Politicians often talk about reducing inequality and helping the most vulnerable. Today, worsening economic conditions threaten to take us in the opposite direction. Poor, minority, and elderly families are hardest hit by rising inflation—a whopping 5.4% price increase in July compared to a year ago, a spike not reported by the Bureau of Labor Statistics since the Great Recession started in summer 2008. Democrats’ $3.5 trillion “human infrastructure” spending plan would make inflation worse, leaving more American families scraping by today and saddling future generations with astronomical debt.
Soaring food prices under President Biden hurt black and brown families most, Bloomberg News reported. A Bloomberg News/Morning Consult survey shows about one in three Americans are spending more on groceries. More than 40% of black respondents reported higher costs at grocery stores in 2021. Morning Consult economist John Leer said minority communities are being hit harder because of the disproportionate impact of the pandemic.
For the federal government to spend $3.5 trillion that’s intended to help the vulnerable is digging their hole deeper rather than helping. It perpetuates a cycle of dependency rather than helping Americans stabilize and create generational wealth. Work is the top antidote to poverty and breaking the cycle of poverty. But permanent and government payments disincentivize work, both for the employee (by making unemployment more attractive) and the employer (government spending-induced inflation increases labor costs and makes automation more attractive, etc.)
Inflation means low and minimum-wage workers are poorer, and with prices rising so fast, minimum wage workers are poorer than they have been in decades, according to Business Insider. The Bureau of Labor Statistics reported minimum wage workers in 2019 were disproportionately likely to be black Americans compared to white, Asian, or Latino workers.
Economists Phil Gramm and Mike Solon note that “inflation has been particularly cruel to the working poor. Despite the economy’s growth in 1981, the 12.5% inflation rate pushed some 2.5 million people, [including] a million children into poverty.”
Inflation is essentially a tax on everyone that disproportionately hurts poor people. Lower-income families spend a greater share of their budget than wealthier families on everyday goods and services like food, housing, and health care.
The elderly suffer as well, having spent a lifetime working only to see the value of their pensions and savings accounts evaporate during their frailest years. Gramm and Solon give the example of a one-year certificate of deposit earning roughly 0.2%, which would make a $50,000 nest egg lose almost $2,000 of purchasing power in the past seven months alone.
Before the COVID pandemic, inflation was far more manageable (it was just 1.81% from 2018 to 2019 and 1.4% from 2019 to 2020) and people actually got raises. In 2021, on paper people are getting raises (at their fastest rate since the 1980s), but they’re getting eaten up by inflation.
Average weekly earnings since January are up $15.59, The Wall Street Journal reported recently. But due to the ravages of inflation, real weekly wages actually fell by $8.99, the largest real-dollar drop in wages since the Bureau of Labor Statistics began collecting this data in 2006.
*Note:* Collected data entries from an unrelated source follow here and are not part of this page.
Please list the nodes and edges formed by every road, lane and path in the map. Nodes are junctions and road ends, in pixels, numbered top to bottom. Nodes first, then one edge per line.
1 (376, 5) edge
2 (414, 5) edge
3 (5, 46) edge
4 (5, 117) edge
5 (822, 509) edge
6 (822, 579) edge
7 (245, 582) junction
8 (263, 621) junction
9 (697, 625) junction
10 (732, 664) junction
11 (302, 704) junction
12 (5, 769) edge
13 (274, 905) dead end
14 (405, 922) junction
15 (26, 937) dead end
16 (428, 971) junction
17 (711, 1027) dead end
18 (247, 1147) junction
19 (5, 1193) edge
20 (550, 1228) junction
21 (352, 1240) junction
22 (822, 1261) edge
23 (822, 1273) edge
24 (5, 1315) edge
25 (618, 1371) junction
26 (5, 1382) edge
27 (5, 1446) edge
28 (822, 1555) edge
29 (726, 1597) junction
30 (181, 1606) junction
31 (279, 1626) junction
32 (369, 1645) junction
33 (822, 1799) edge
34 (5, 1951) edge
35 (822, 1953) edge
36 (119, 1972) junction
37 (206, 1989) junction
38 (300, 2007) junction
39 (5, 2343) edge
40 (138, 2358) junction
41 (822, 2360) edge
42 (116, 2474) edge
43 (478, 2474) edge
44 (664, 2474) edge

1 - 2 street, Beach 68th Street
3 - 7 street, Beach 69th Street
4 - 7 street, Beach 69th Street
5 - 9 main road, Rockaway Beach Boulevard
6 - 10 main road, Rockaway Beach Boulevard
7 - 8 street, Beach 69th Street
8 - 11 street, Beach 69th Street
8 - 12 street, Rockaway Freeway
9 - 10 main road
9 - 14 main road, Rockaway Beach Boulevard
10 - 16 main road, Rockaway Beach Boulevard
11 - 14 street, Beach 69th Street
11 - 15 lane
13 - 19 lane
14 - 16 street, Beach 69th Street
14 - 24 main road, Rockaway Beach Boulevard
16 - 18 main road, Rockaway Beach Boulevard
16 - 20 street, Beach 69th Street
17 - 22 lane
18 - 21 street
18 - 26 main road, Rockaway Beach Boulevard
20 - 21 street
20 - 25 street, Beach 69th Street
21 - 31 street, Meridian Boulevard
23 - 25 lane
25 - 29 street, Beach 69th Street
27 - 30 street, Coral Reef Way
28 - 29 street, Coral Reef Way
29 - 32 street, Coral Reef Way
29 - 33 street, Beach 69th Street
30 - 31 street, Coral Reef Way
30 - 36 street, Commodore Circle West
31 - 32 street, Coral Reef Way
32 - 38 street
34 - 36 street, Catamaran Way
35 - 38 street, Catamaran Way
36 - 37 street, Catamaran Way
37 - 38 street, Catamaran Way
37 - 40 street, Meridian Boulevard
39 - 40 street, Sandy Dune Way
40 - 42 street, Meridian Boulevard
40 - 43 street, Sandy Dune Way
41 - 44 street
In the chart below, American Enterprise Institute economist Mark J. Perry shows the devastating impact of inflation compared to consumer goods and services. Housing, food, and beverages have now creeped above overall inflation, and hospital services continued to skyrocket in 2021, continuing a nearly 15-year trend above overall inflation.
Last week, Senate Democrats passed a budget measure clearing the way for them to advance their hyper-partisan $3.5 trillion spending plan. This spending blueprint was released less than 24 hours prior to the vote, with lawmakers showing a shocking lack of transparency around such a massive undertaking.
May 2021 polling by Harvard University with HarrisX found “massive government spending” was what Americans believe is the top cause for inflation. That was followed by “significant” injections of money by the Federal Reserve and, thirdly, “uncontrollable government deficits.”
The same polling found 88% of Americans are “very” or “somewhat” concerned about rising inflation, and 48% of Americans said they were “not confident” or “not at all confident” in the Biden administration’s ability to keep inflation at bay.
Given the inflation spike, now is not the time to pass $3.5 trillion in more government spending that will sink us deep into debt and further inflate prices—hitting poor, elderly and minority families hardest.